Può darsi che sia troppo presto per dirlo, ma penso che si, effettivamente, le manifestazioni che hanno avuto luogo in più di cinquanta città e gli accampamenti nelle principali piazze di molte città costituiscono un “avvenimento fondatore” di un nuovo tipo di movimento sociale che apre prospettive a più lungo termine. Tutte queste manifestazioni esprimono un’indignazione collettiva verso le conseguenze negative della crisi per la stragrande maggioranza sociale che non si sente per nulla responsabile di quanto le sta capitando.

Quanto al “salto” come quello che è appena accaduto tra manifestazione e accampamento, le motivazioni possono essere concrete.
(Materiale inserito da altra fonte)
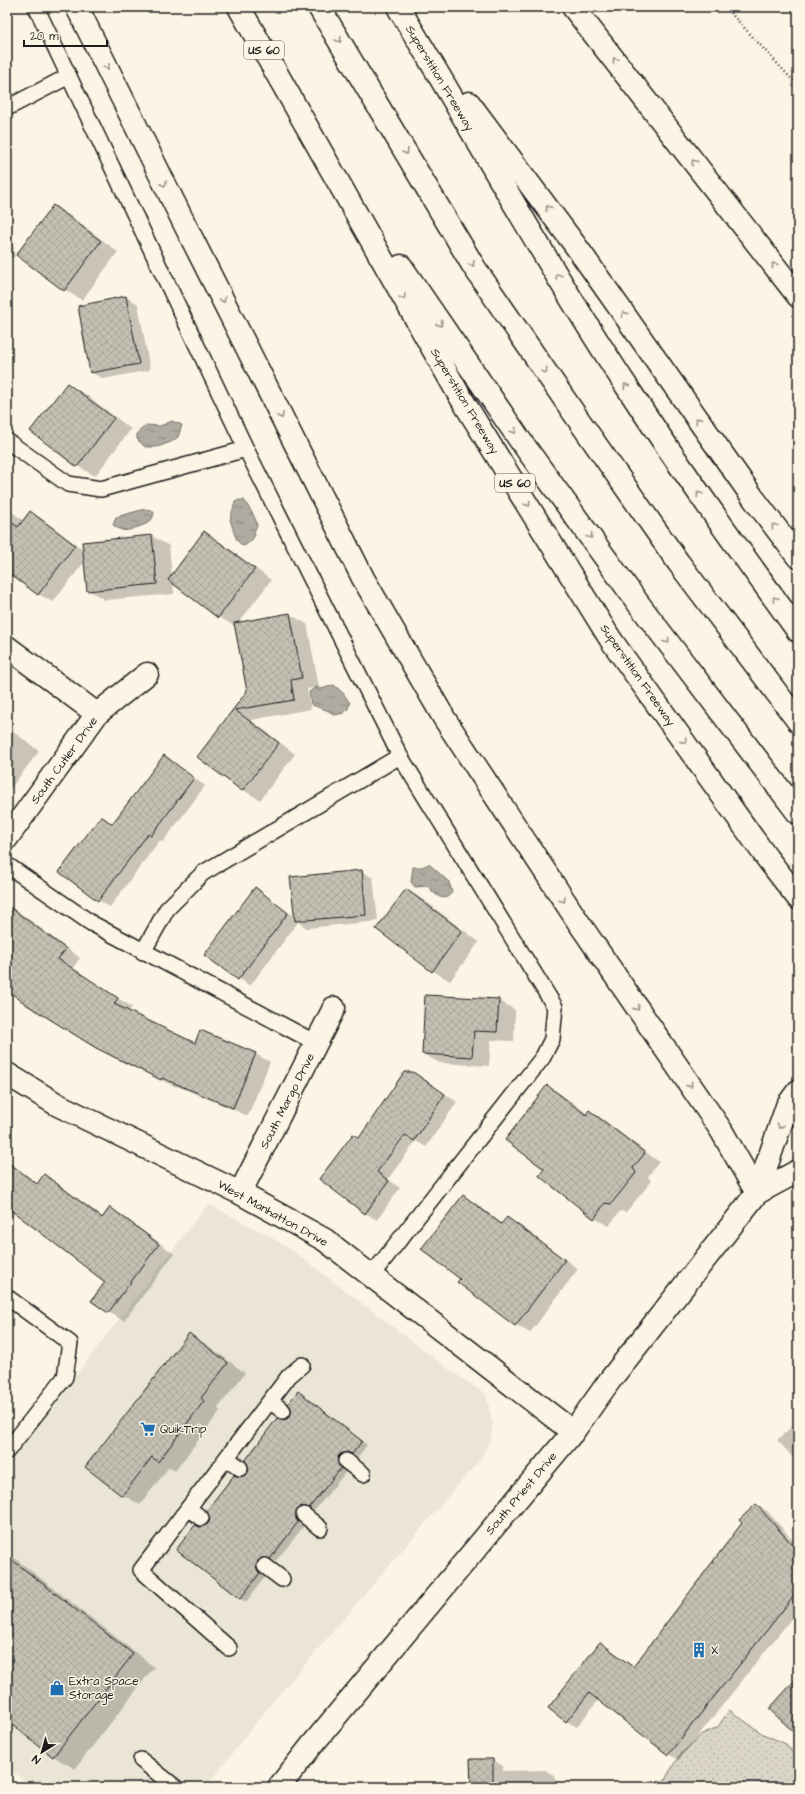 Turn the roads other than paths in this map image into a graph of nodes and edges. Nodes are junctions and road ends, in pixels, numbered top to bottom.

Nel caso di Madrid, per esempio, gli arresti che hanno avuto luogo alla fine della manifestazione di domenica scorsa (15 maggio) hanno spinto un gruppo di persone ad accamparsi a la Puerta del Sol al fine d’esigere la libertà dei loro compagni. In seguito, è lo smantellamento del campo da parte della polizia che ha provocato una nuova occupazione e un nuovo accampamento il giorno seguente e ancora in seguito.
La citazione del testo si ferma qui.